[Dataset items]

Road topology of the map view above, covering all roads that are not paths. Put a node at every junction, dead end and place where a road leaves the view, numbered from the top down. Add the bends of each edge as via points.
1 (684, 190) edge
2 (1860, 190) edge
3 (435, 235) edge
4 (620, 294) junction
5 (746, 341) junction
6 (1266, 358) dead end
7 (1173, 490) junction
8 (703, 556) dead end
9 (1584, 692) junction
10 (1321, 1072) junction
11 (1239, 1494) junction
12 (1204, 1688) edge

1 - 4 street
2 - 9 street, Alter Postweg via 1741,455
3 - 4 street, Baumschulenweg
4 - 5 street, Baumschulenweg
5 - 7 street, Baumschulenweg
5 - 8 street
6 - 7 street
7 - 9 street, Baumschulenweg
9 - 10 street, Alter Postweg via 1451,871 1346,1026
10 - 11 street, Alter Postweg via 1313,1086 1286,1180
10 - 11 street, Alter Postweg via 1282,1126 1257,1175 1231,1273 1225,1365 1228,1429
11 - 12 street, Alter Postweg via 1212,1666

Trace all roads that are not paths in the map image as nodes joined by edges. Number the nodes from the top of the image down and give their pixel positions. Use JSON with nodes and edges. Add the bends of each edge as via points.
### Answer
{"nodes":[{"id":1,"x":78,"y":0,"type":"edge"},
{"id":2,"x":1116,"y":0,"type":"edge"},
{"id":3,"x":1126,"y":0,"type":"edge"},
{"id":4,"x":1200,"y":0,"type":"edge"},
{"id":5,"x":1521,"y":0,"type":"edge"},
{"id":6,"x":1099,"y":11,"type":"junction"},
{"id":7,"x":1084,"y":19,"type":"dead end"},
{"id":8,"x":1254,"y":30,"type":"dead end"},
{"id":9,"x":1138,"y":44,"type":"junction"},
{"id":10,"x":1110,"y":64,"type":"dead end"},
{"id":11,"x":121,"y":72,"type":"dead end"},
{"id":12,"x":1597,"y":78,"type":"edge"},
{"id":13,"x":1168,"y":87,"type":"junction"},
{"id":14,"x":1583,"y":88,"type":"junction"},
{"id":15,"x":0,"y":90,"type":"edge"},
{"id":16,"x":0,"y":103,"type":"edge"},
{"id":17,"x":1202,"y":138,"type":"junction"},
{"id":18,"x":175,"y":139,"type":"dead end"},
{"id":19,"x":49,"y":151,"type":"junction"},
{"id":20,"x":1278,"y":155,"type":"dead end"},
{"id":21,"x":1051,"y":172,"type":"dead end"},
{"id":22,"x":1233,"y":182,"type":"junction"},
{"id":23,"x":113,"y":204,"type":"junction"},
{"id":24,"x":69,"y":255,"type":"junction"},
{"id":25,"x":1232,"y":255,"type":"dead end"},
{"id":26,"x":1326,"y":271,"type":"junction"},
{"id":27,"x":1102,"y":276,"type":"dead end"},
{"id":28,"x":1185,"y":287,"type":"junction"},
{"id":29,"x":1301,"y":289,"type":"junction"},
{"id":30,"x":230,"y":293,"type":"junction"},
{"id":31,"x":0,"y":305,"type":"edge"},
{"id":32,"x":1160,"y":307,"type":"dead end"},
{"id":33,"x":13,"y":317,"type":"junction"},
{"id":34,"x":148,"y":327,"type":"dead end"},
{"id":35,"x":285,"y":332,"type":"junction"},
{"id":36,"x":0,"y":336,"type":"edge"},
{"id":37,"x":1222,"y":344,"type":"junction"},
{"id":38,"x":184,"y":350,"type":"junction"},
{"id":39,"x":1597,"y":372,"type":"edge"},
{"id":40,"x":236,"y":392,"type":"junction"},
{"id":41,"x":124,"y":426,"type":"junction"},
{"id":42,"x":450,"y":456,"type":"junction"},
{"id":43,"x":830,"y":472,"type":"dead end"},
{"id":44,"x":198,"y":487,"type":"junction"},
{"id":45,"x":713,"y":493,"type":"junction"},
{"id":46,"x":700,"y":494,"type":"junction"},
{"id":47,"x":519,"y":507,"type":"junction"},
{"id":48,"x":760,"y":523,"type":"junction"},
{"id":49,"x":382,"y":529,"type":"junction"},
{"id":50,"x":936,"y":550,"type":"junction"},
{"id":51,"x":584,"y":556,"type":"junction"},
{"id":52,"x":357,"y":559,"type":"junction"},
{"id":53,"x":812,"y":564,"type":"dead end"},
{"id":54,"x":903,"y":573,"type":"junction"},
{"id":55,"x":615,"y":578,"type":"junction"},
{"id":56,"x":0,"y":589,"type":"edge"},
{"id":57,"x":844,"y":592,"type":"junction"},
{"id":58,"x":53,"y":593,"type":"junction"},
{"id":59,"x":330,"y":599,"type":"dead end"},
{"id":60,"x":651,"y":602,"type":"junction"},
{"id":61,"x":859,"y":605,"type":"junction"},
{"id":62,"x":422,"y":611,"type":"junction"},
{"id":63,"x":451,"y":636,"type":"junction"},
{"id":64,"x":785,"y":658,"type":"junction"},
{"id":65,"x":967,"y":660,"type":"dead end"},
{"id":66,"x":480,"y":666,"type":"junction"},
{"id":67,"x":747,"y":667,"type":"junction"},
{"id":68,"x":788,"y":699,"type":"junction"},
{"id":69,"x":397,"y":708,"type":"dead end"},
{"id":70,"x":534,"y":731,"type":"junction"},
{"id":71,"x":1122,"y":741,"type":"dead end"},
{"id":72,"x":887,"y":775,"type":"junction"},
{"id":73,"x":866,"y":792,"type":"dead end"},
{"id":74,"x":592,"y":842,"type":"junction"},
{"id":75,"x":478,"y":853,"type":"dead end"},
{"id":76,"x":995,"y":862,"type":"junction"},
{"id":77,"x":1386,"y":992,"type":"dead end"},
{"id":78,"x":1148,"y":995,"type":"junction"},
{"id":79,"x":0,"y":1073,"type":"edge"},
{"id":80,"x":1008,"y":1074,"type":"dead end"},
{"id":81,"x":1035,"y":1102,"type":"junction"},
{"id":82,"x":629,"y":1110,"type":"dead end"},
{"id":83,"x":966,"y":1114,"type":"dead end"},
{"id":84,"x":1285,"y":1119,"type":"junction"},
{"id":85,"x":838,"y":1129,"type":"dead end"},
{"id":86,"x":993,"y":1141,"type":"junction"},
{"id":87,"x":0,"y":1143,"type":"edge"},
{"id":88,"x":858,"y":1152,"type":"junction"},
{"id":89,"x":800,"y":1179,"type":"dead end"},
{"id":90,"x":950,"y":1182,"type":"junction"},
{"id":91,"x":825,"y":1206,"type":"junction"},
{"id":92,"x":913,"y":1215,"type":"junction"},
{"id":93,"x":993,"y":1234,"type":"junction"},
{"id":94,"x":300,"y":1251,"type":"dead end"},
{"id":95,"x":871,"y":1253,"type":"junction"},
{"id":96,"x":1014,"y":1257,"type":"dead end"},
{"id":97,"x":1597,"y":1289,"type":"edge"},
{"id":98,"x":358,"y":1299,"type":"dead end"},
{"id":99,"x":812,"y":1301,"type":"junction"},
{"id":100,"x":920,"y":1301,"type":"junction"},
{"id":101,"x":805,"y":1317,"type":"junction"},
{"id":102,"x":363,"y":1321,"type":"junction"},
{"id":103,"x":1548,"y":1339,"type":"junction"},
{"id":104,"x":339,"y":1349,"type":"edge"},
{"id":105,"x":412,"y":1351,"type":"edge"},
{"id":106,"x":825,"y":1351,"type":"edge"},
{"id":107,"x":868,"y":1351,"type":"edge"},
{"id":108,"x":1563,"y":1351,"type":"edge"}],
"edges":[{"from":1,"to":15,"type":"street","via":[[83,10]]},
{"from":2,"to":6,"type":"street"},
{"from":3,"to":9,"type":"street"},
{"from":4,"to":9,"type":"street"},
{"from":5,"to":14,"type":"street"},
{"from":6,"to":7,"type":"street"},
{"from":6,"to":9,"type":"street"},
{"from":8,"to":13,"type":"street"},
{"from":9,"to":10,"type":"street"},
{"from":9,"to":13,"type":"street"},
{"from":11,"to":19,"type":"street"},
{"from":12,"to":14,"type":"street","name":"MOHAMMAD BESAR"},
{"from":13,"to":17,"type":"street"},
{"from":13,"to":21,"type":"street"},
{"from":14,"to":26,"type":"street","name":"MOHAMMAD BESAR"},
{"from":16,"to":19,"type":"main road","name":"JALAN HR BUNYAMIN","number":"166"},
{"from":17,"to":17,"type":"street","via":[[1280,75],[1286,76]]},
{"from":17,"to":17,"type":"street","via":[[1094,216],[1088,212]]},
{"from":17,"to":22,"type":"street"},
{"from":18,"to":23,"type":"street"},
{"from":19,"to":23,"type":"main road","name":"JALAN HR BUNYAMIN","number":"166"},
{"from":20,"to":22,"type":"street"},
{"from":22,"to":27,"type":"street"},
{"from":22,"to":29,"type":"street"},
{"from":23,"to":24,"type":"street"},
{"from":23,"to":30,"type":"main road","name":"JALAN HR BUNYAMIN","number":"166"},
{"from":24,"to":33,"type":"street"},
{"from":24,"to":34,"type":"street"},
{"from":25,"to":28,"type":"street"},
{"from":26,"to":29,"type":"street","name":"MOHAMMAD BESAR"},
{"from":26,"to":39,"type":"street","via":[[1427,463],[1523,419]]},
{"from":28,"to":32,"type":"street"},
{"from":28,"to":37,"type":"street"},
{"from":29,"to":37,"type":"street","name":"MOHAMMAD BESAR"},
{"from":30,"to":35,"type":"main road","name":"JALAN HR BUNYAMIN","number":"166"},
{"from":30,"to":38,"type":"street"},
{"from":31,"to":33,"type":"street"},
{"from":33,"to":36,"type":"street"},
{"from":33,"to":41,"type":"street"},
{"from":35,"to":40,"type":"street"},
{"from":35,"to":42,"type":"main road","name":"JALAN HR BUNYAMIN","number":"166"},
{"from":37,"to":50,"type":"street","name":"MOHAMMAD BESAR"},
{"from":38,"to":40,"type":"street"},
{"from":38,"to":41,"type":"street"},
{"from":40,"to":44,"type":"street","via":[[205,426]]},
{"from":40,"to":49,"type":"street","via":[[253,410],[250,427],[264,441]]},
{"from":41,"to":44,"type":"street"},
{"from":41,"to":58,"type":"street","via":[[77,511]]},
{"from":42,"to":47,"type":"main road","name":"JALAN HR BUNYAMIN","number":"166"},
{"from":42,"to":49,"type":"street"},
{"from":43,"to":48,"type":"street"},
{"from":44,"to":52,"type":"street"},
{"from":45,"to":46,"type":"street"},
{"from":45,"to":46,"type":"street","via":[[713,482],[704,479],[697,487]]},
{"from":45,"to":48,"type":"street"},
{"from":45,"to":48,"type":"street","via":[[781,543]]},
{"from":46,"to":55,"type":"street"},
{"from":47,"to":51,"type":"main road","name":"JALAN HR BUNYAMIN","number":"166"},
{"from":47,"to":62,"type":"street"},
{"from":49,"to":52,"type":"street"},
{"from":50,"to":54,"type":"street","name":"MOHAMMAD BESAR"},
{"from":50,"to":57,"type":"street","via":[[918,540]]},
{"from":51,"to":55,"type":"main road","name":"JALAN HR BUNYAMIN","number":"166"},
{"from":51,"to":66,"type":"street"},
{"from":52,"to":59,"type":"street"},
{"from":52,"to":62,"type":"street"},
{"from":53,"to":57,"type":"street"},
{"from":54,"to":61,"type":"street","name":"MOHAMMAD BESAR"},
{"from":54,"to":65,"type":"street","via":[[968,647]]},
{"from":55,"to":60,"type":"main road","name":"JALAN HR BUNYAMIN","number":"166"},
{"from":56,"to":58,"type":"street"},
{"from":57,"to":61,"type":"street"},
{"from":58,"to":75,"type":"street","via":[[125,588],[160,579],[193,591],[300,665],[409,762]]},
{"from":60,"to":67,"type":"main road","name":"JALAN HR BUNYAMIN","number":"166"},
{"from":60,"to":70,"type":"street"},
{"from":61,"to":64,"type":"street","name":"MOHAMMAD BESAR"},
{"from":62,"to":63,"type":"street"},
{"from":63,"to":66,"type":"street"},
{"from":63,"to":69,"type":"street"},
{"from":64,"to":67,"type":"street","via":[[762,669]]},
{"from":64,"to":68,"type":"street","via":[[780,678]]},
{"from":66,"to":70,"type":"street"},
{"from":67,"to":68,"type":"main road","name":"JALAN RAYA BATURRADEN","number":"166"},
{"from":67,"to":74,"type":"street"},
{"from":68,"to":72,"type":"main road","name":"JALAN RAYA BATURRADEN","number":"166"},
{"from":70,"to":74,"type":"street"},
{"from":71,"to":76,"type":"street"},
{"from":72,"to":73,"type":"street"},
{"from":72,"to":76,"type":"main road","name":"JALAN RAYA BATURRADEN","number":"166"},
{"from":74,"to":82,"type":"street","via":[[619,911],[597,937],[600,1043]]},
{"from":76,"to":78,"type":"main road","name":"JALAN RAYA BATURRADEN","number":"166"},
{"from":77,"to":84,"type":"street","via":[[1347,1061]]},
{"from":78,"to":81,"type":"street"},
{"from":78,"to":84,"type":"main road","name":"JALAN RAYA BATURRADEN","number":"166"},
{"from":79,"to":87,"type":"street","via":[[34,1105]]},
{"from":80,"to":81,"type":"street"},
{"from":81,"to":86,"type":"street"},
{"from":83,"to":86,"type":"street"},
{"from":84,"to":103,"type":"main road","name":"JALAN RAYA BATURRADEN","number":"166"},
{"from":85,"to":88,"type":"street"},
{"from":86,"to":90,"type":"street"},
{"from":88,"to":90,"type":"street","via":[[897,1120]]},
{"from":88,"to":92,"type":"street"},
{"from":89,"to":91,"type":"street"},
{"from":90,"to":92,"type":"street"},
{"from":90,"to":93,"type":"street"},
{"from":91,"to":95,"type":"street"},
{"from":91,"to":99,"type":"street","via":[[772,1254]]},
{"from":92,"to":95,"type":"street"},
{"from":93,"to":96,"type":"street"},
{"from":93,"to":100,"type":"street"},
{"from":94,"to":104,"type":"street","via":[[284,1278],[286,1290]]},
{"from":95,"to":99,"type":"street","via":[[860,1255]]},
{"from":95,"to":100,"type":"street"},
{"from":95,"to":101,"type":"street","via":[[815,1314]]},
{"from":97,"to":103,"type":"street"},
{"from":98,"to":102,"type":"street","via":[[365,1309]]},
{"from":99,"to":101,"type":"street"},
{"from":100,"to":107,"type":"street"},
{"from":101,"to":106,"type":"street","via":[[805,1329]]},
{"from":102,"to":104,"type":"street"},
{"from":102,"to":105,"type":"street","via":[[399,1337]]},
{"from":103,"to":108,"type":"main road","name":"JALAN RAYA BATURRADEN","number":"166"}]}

#### Problem description
From the very first line of the data through the line with "Trace all roads" in it, please reproduce each line exactly and output nothing more.

#### Problem solution
Road topology of the map view above, covering all roads that are not paths. Put a node at every junction, dead end and place where a road leaves the view, numbered from the top down. Add the bends of each edge as via points.
1 (684, 190) edge
2 (1860, 190) edge
3 (435, 235) edge
4 (620, 294) junction
5 (746, 341) junction
6 (1266, 358) dead end
7 (1173, 490) junction
8 (703, 556) dead end
9 (1584, 692) junction
10 (1321, 1072) junction
11 (1239, 1494) junction
12 (1204, 1688) edge

1 - 4 street
2 - 9 street, Alter Postweg via 1741,455
3 - 4 street, Baumschulenweg
4 - 5 street, Baumschulenweg
5 - 7 street, Baumschulenweg
5 - 8 street
6 - 7 street
7 - 9 street, Baumschulenweg
9 - 10 street, Alter Postweg via 1451,871 1346,1026
10 - 11 street, Alter Postweg via 1313,1086 1286,1180
10 - 11 street, Alter Postweg via 1282,1126 1257,1175 1231,1273 1225,1365 1228,1429
11 - 12 street, Alter Postweg via 1212,1666

Trace all roads that are not paths in the map image as nodes joined by edges. Number the nodes from the top of the image down and give their pixel positions. Use JSON with nodes and edges. Add the bends of each edge as via points.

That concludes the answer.